Y ha llovido, ¡vaya que sí ha llovido!: 202,3 litros por metro cuadrado, aunque el récord de 231 litros registrados en 1996 no se haya visto sobrepasado.
La gente del Observatorio ha sentenciado que 22 días de boina nubosa en agosto es algo anormal. Incluso para Bruselas.
La capital de Europa es una ciudad horizontal que se extiende por una superficie similar a la de Madrid, pero con una cuarta parte de sus habitantes. Abundan las viviendas unifamiliares con jardín. Quienes se fueron en Julio sin aprestar un sistema de riego con temporizador han encontrado la hierba, al volver, como un secarral, pero a los que lo hicieron en Agosto les habrá brotado una charca con patos en la zaguera de la casa, a poco que el terreno drenara mal.
En Drogenbos, otra de las comunas de Bruselas, hubo inundaciones y más de uno, y de dos, se quedaron atrapados durante horas en ascensores que se habían quedado sin corriente, hasta que los bomberos vinieron a rescatarlos.

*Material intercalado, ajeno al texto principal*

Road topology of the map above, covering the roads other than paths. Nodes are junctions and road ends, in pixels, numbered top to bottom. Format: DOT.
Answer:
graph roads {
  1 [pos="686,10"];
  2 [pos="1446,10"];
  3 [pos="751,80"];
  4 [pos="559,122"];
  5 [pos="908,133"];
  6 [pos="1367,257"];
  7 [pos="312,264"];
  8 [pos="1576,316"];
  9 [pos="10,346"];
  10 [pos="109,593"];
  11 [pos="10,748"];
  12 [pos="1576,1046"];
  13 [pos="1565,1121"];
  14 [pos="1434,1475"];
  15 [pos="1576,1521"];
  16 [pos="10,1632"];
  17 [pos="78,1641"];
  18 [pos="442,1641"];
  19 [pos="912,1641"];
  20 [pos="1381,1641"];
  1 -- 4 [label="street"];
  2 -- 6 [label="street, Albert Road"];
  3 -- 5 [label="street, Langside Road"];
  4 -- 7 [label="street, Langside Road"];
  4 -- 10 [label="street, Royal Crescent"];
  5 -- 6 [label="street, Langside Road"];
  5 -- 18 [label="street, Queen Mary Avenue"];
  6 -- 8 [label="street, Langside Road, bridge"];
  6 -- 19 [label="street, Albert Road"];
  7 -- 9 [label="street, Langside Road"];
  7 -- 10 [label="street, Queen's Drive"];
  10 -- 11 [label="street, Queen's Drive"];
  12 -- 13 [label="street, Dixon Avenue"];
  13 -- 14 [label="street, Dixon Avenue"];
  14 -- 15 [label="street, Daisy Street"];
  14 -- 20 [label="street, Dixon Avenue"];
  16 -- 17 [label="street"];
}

Como mi amigo Luc, 130 kilos de mala conciencia, que sufrió los ardores de Julio en camiseta blanca de tirantes, sin encontrar postura sobre una silla de playa al fondo del jardín, bajo el pino.
El ministerio belga de Hacienda vive estos días sobresaltado, entre las ayudas que les reclaman los agricultores porque los calores de julio les han arruinado la cosecha y las deducciones por daños de vivienda, debido a lluvias excepcionales de agosto.

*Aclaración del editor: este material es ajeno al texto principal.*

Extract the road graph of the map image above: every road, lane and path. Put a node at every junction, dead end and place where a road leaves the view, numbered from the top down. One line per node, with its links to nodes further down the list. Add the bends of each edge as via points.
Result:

Y en Bouillon, donde nació Godofredo, el de la Primera Cruzada, los comerciantes han dado por concluida la temporada turística con maldiciones mal contenidas al Servicio Meteorológico Nacional, que anticipó dos meses de verano deplorables cuando, al final, sólo uno de ellos lo ha sido verdaderamente. El castillo de don Godofredo había recibido hasta finales de julio 160 visitantes menos que en 2005, un año que mereció la calificación de mediocre por la oficina de Turismo local, y en hostelería sólo los restaurantes con terraza pudieron hacer su julio, porque Agosto no le ha dado bola a nadie. Ni a las tiendas de alquiler de piraguas que, sin embargo, sí que hicieron negocio el mes precedente.
Las canoas, en Agosto, se reservaron para las calles de Drogenbos.
Así vamos: bajando por la torrentera del cambio climático, camino de la alcantarilla cósmica.

domingo, 23 de julio de 2006

Las Basuras de Colorines de Bélgica


Dicen los agoreros de ese futuro necesariamente peor que la humanidad va a perecer sepultada bajo sus propias basuras y los belgas, gente práctica y realista donde la haya, han decidido que si eso tiene que pasar, que cada cual vaya pechando ya con su carga y que, además, la clasifique por colores, para saber de antemano dónde huele y dónde no.
La recogida de basuras en Bélgica es uno de los servicios públicos de este país que más desconcierta a los extranjeros, a los mediterráneos sobre todo.
Aquí, el basurero no pasa todos los días. El servicio actúa por barrios según jornadas y retira unas cosas u otras, en función de si ese día toca o no..
En algunas zonas, por ejemplo, los domingos están destinados a los desechos menores del jardín como la hierba cortada o las hojas.
Los viernes, de mañana,  los camiones se llevan la basura sin clasificar, de tipo orgánico, que vuelven a llevarse también los martes, junto con el papel, el cartón y otros residuos como el vidrio, los tetra-briks, las latas, etc.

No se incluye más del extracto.